Phonon spectra of porous GaP structures

One of the main characteristics of the porous structures is their extremely large surface.
In this connection surface-related vibrations should be much more pronounced as compared with bulk materials.

4.4 Phonon spectra of porous GaP structures

One of the main characteristics of the porous structures is their extremely large surface. In this connection surface-related vibrations should be much more pronounced as compared with bulk materials. Here we will describe the first observation of surface-related vibrations in porous semiconductors, namely in porous GaP. Interestingly, no analogous phonon modes have been found in extensively studied porous Si. Note that the surface-related vibrations observed in GaP was interpreted in terms of the so called Fröhlich modes, which should occur in small structures of heteropolar semiconductors in the region between the transversal (TO) and the longitudional (LO) modes. A suitable way to study the Fröhlich vibrational modes is the Raman technique. For basic principles of Raman measurements see Appendix 4.

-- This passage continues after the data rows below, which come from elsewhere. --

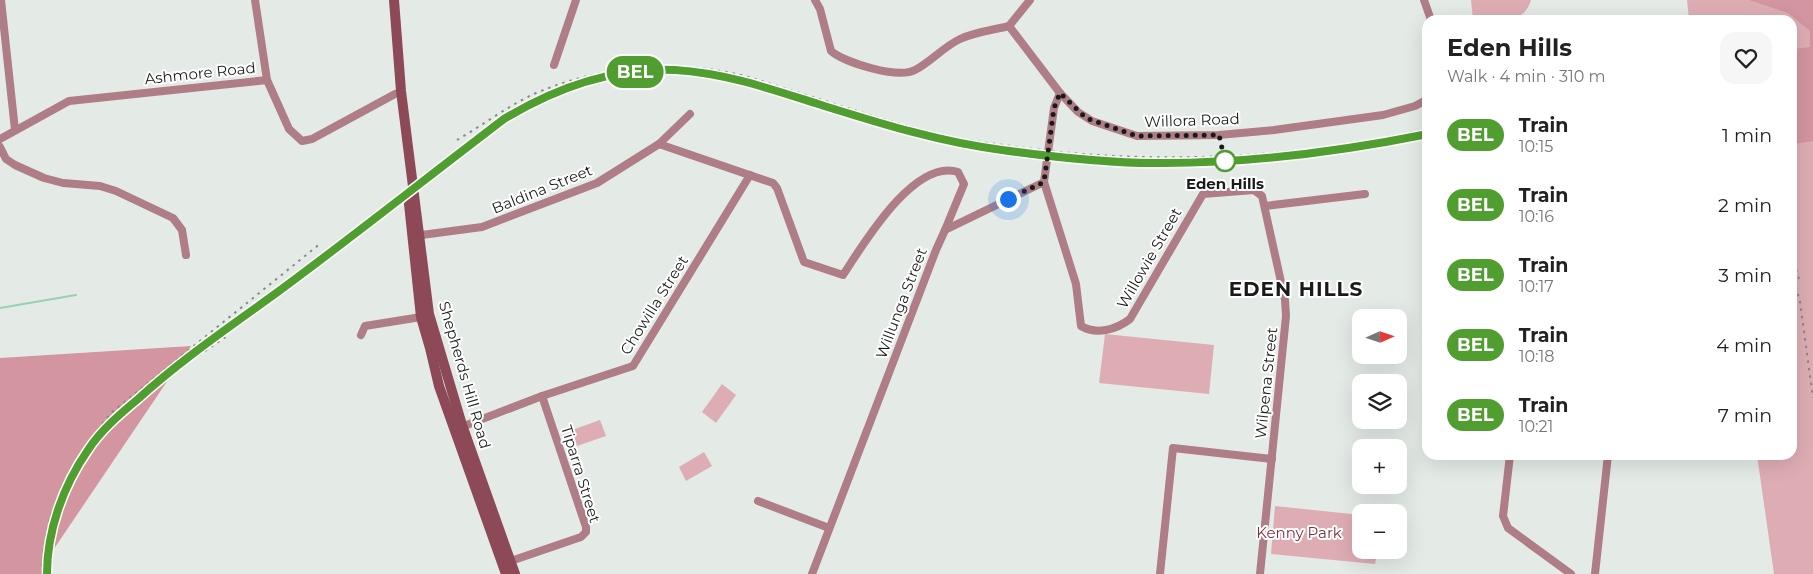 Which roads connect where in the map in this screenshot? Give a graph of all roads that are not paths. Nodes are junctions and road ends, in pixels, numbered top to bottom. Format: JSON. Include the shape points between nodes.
{"nodes":[{"id":1,"x":1,"y":0,"type":"edge"},
{"id":2,"x":255,"y":0,"type":"edge"},
{"id":3,"x":387,"y":0,"type":"edge"},
{"id":4,"x":394,"y":0,"type":"edge"},
{"id":5,"x":576,"y":0,"type":"edge"},
{"id":6,"x":815,"y":0,"type":"edge"},
{"id":7,"x":1030,"y":0,"type":"edge"},
{"id":8,"x":1424,"y":0,"type":"edge"},
{"id":9,"x":1429,"y":15,"type":"edge"},
{"id":10,"x":1008,"y":26,"type":"junction"},
{"id":11,"x":554,"y":65,"type":"dead end"},
{"id":12,"x":267,"y":80,"type":"junction"},
{"id":13,"x":1060,"y":93,"type":"junction"},
{"id":14,"x":395,"y":94,"type":"junction"},
{"id":15,"x":1422,"y":102,"type":"edge"},
{"id":16,"x":690,"y":114,"type":"dead end"},
{"id":17,"x":15,"y":130,"type":"junction"},
{"id":18,"x":0,"y":139,"type":"edge"},
{"id":19,"x":659,"y":144,"type":"junction"},
{"id":20,"x":0,"y":147,"type":"edge"},
{"id":21,"x":750,"y":175,"type":"junction"},
{"id":22,"x":1044,"y":182,"type":"junction"},
{"id":23,"x":1365,"y":194,"type":"dead end"},
{"id":24,"x":1262,"y":196,"type":"joint"},
{"id":25,"x":1265,"y":206,"type":"junction"},
{"id":26,"x":945,"y":230,"type":"junction"},
{"id":27,"x":416,"y":236,"type":"junction"},
{"id":28,"x":186,"y":255,"type":"dead end"},
{"id":29,"x":422,"y":317,"type":"junction"},
{"id":30,"x":361,"y":335,"type":"dead end"},
{"id":31,"x":542,"y":396,"type":"junction"},
{"id":32,"x":459,"y":428,"type":"junction"},
{"id":33,"x":1272,"y":459,"type":"junction"},
{"id":34,"x":1509,"y":460,"type":"edge"},
{"id":35,"x":1607,"y":460,"type":"edge"},
{"id":36,"x":758,"y":501,"type":"dead end"},
{"id":37,"x":829,"y":528,"type":"junction"},
{"id":38,"x":506,"y":567,"type":"edge"},
{"id":39,"x":515,"y":574,"type":"edge"},
{"id":40,"x":812,"y":574,"type":"edge"},
{"id":41,"x":1160,"y":574,"type":"edge"},
{"id":42,"x":1260,"y":574,"type":"edge"},
{"id":43,"x":1571,"y":574,"type":"edge"},
{"id":44,"x":1595,"y":574,"type":"edge"}],
"edges":[{"from":1,"to":17,"type":"street"},
{"from":2,"to":12,"type":"street"},
{"from":3,"to":14,"type":"main road","name":"Shepherds Hill Road"},
{"from":4,"to":27,"type":"main road","name":"Shepherds Hill Road"},
{"from":5,"to":11,"type":"street"},
{"from":6,"to":10,"type":"street","via":[[831,51],[845,61],[894,73],[915,70],[965,37]]},
{"from":7,"to":10,"type":"street"},
{"from":8,"to":9,"type":"street"},
{"from":10,"to":13,"type":"street","name":"Willora Road"},
{"from":12,"to":14,"type":"street","name":"Ashmore Road","via":[[289,129],[302,141],[312,139]]},
{"from":12,"to":17,"type":"street","name":"Ashmore Road","via":[[69,100]]},
{"from":13,"to":15,"type":"street","name":"Willora Road","via":[[1092,121],[1137,136],[1219,135],[1363,118]]},
{"from":13,"to":22,"type":"street","via":[[1054,108]]},
{"from":14,"to":27,"type":"main road","name":"Shepherds Hill Road"},
{"from":16,"to":19,"type":"street","name":"Baldina Street"},
{"from":17,"to":18,"type":"street","name":"Ashmore Road"},
{"from":19,"to":21,"type":"street"},
{"from":19,"to":27,"type":"street","name":"Baldina Street","via":[[598,183],[482,227]]},
{"from":20,"to":28,"type":"street","via":[[15,165],[44,178],[100,186],[173,218],[182,230]]},
{"from":21,"to":26,"type":"street","name":"Willunga Street","via":[[773,183],[804,262],[825,270],[843,275],[887,210],[928,177],[951,170],[958,172],[964,184]]},
{"from":21,"to":31,"type":"street","name":"Chowilla Street","via":[[633,366]]},
{"from":22,"to":24,"type":"street","name":"Willowie Street","via":[[1076,284],[1081,326],[1089,330],[1107,330],[1130,319],[1203,194],[1254,190]]},
{"from":22,"to":26,"type":"street"},
{"from":23,"to":25,"type":"street"},
{"from":24,"to":25,"type":"street","name":"Wilpena Street"},
{"from":25,"to":33,"type":"street","name":"Wilpena Street","via":[[1286,300]]},
{"from":26,"to":37,"type":"street","name":"Willunga Street"},
{"from":27,"to":29,"type":"main road","name":"Shepherds Hill Road"},
{"from":27,"to":32,"type":"main road","name":"Shepherds Hill Road","via":[[429,314]]},
{"from":29,"to":30,"type":"street","via":[[365,326]]},
{"from":29,"to":32,"type":"main road","name":"Shepherds Hill Road","via":[[440,386]]},
{"from":31,"to":32,"type":"street","name":"Chowilla Street"},
{"from":31,"to":38,"type":"street","name":"Tiparra Street","via":[[586,532],[581,538]]},
{"from":32,"to":38,"type":"main road","name":"Shepherds Hill Road"},
{"from":33,"to":41,"type":"street","via":[[1173,448]]},
{"from":33,"to":42,"type":"street","name":"Wilpena Street"},
{"from":34,"to":43,"type":"street","via":[[1503,516],[1508,528]]},
{"from":35,"to":44,"type":"street"},
{"from":36,"to":37,"type":"street"},
{"from":37,"to":40,"type":"street","name":"Willunga Street"},
{"from":38,"to":39,"type":"main road","name":"Shepherds Hill Road"}]} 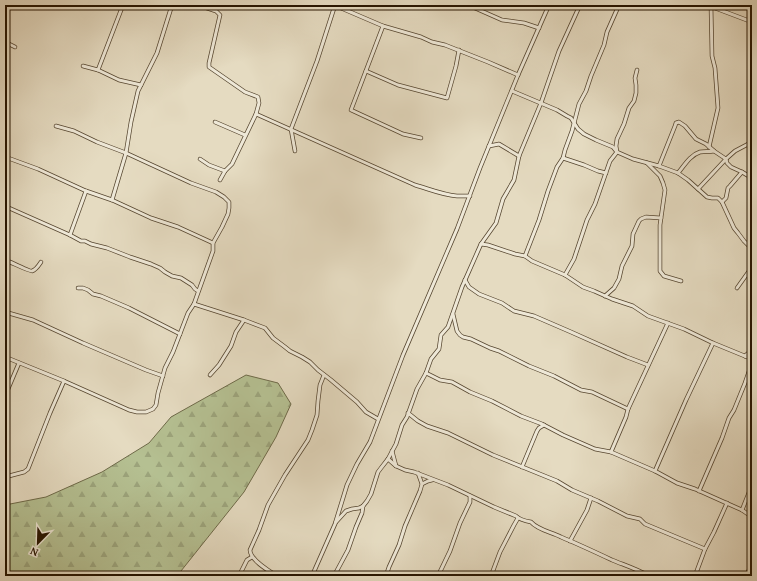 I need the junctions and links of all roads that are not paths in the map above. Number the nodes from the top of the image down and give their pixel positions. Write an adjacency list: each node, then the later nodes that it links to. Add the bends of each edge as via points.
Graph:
1 (123, 5): 17 (street)
2 (172, 5): 21 (street, via 157,54)
3 (198, 5): 24 (street, via 220,15 209,63 210,69 245,92 258,97)
4 (334, 5): 11 (street); 28 (street, via 317,61)
5 (468, 5): 12 (street, via 502,20)
6 (549, 5): 12 (street)
7 (580, 5): 23 (street, via 559,51)
8 (619, 5): 26 (street)
9 (709, 6): 10 (street); 33 (street, via 718,108)
10 (752, 22)
11 (383, 26): 15 (street); 19 (street)
12 (539, 28): 20 (street)
13 (5, 42): 14 (street)
14 (15, 47)
15 (459, 50): 19 (street, via 446,98 398,85); 20 (street)
16 (83, 66): 17 (street)
17 (98, 70): 21 (street, via 118,80)
18 (637, 70): 36 (street, via 636,93 617,139)
19 (366, 71): 30 (street, via 352,110 403,134)
20 (518, 75): 22 (street)
21 (141, 85): 37 (street)
22 (512, 91): 23 (street); 32 (street)
23 (541, 103): 26 (street); 38 (street)
24 (256, 114): 28 (street); 29 (street)
25 (215, 122): 29 (street)
26 (574, 122): 36 (street, via 584,134 613,147); 40 (street)
27 (56, 126): 37 (street)
28 (291, 130): 34 (street); 53 (street, via 415,185 456,196)
29 (246, 135): 45 (street, via 232,164)
30 (421, 138)
31 (752, 142): 42 (street, via 735,151)
32 (489, 146): 38 (street, via 499,144); 53 (street)
33 (709, 146): 35 (street); 44 (street, via 696,139 685,126 676,123)
34 (295, 151)
35 (714, 151): 42 (street); 48 (street, via 700,152)
36 (617, 152): 43 (street); 47 (street, via 610,161)
37 (126, 153): 54 (street); 60 (street, via 216,192 229,202 230,208)
38 (519, 156): 59 (street, via 514,180 505,195 496,223)
39 (8, 158): 52 (street)
40 (563, 158): 47 (street); 64 (street, via 557,167)
41 (200, 159): 45 (street)
42 (726, 160): 46 (street, via 731,167); 51 (street)
43 (648, 163): 44 (street); 57 (street, via 663,183)
44 (659, 166): 48 (street)
45 (225, 172): 50 (street)
46 (742, 172): 49 (street); 55 (street, via 728,188 726,198)
47 (606, 173): 68 (street, via 574,259)
48 (678, 173): 51 (street)
49 (752, 178)
50 (220, 180)
51 (698, 189): 55 (street, via 707,197 718,198)
52 (86, 192): 54 (street); 58 (street)
53 (470, 196): 100 (street)
54 (112, 200): 60 (street)
55 (722, 202): 63 (street, via 734,228)
56 (5, 208): 58 (street)
57 (661, 218): 70 (street, via 660,271 664,276); 75 (street, via 646,217 639,221 620,278)
58 (70, 235): 76 (street, via 160,268 172,276 181,278)
59 (484, 240): 61 (street); 62 (street)
60 (213, 243): 76 (street, via 213,251)
61 (481, 244): 62 (street); 69 (street)
62 (488, 245): 64 (street)
63 (752, 249)
64 (525, 256): 68 (street)
65 (5, 260): 66 (street, via 30,272)
66 (41, 262)
67 (752, 267): 74 (street)
68 (565, 275): 77 (street, via 582,287)
69 (465, 280): 71 (street); 73 (street)
70 (681, 281)
71 (469, 287): 73 (street); 91 (street, via 502,303 514,312 529,314)
72 (78, 288): 84 (street, via 129,308)
73 (462, 288): 81 (street)
74 (737, 288)
75 (611, 291): 77 (street); 78 (street)
76 (198, 292): 79 (street)
77 (605, 296): 78 (street)
78 (612, 299): 83 (street)
79 (194, 304): 82 (street); 84 (street)
80 (5, 312): 95 (street, via 33,320)
81 (453, 313): 92 (street, via 448,327 441,335 439,349 431,359); 98 (street, via 457,331 463,337 503,352 528,366)
82 (244, 320): 93 (street, via 231,346); 94 (street, via 265,328 273,338 310,362)
83 (668, 323): 85 (street); 91 (street)
84 (180, 334): 95 (street)
85 (713, 343): 87 (street); 107 (street)
86 (752, 350): 87 (street)
87 (745, 356): 89 (street)
88 (5, 357): 90 (street)
89 (752, 358): 113 (street, via 738,402)
90 (19, 363): 96 (street); 97 (street)
91 (648, 365): 98 (street)
92 (426, 373): 99 (street); 101 (street, via 440,380 452,382)
93 (210, 375)
94 (324, 375): 100 (street, via 366,412); 128 (street, via 312,430 268,505 250,550)
95 (163, 376): 96 (street, via 156,405 153,410 146,412 129,410)
96 (64, 381): 109 (street, via 30,466 24,472)
97 (5, 396)
98 (628, 409): 103 (street)
99 (408, 413): 102 (street); 106 (street, via 427,426)
100 (378, 419): 121 (street, via 370,442 347,485)
101 (544, 425): 103 (street, via 595,449); 106 (street, via 537,431)
102 (392, 451): 104 (street); 105 (street)
103 (611, 452): 107 (street)
104 (388, 459): 105 (street); 119 (street, via 380,468 371,494)
105 (396, 466): 108 (street)
106 (522, 467): 115 (street)
107 (655, 471): 113 (street)
108 (418, 473): 110 (street); 111 (street)
109 (5, 477)
110 (434, 480): 111 (street); 114 (street)
111 (422, 484): 135 (street)
112 (752, 485): 120 (street)
113 (699, 491): 118 (street)
114 (470, 496): 116 (street); 117 (street)
115 (591, 498): 126 (street); 127 (street)
116 (476, 499): 117 (street); 124 (street)
117 (470, 502): 136 (street)
118 (727, 503): 120 (street); 127 (street)
119 (363, 506): 122 (street, via 346,511); 134 (street, via 348,550)
120 (742, 510): 123 (street)
121 (338, 513): 122 (street); 125 (street)
122 (341, 517): 125 (street)
123 (752, 517)
124 (518, 518): 126 (street); 137 (street)
125 (335, 524): 133 (street)
126 (570, 541): 130 (street)
127 (705, 549): 138 (street)
128 (252, 557): 131 (street, via 247,560); 132 (street)
129 (752, 564): 139 (street)
130 (647, 575)
131 (239, 576)
132 (277, 576)
133 (312, 576)
134 (334, 576)
135 (386, 576)
136 (438, 576)
137 (491, 576)
138 (695, 576)
139 (746, 576)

Figure 4.27, curve 1 illustrates the micro-Raman spectrum from a bulk n-GaP crystal. Curves 2 and 3 were obtained from the samples anodized at current densities of 5 and 15 mA/cm2. The as-grown crystal exhibits only one Raman band centered at 404 cm-1, which corresponds to the Brillouin-zone-center LO phonon. The q = 0 TO phonon is forbidden in (100) geometry and therefore it is absent in the bulk GaP spectrum. The anodization process leads to a small downward frequency shift and broadening by 15 to 20 % of the LO-phonon band accompanied by a significant Raman signal intensification (up to 5–6 times). A complete breakdown of the polarization selection rules is reflected in Figure 4.27 by the appearance of a strong TO-phonon band. Like the LO phonon, the TO phonon also exhibits a downward frequency shift with increasing the anodization current.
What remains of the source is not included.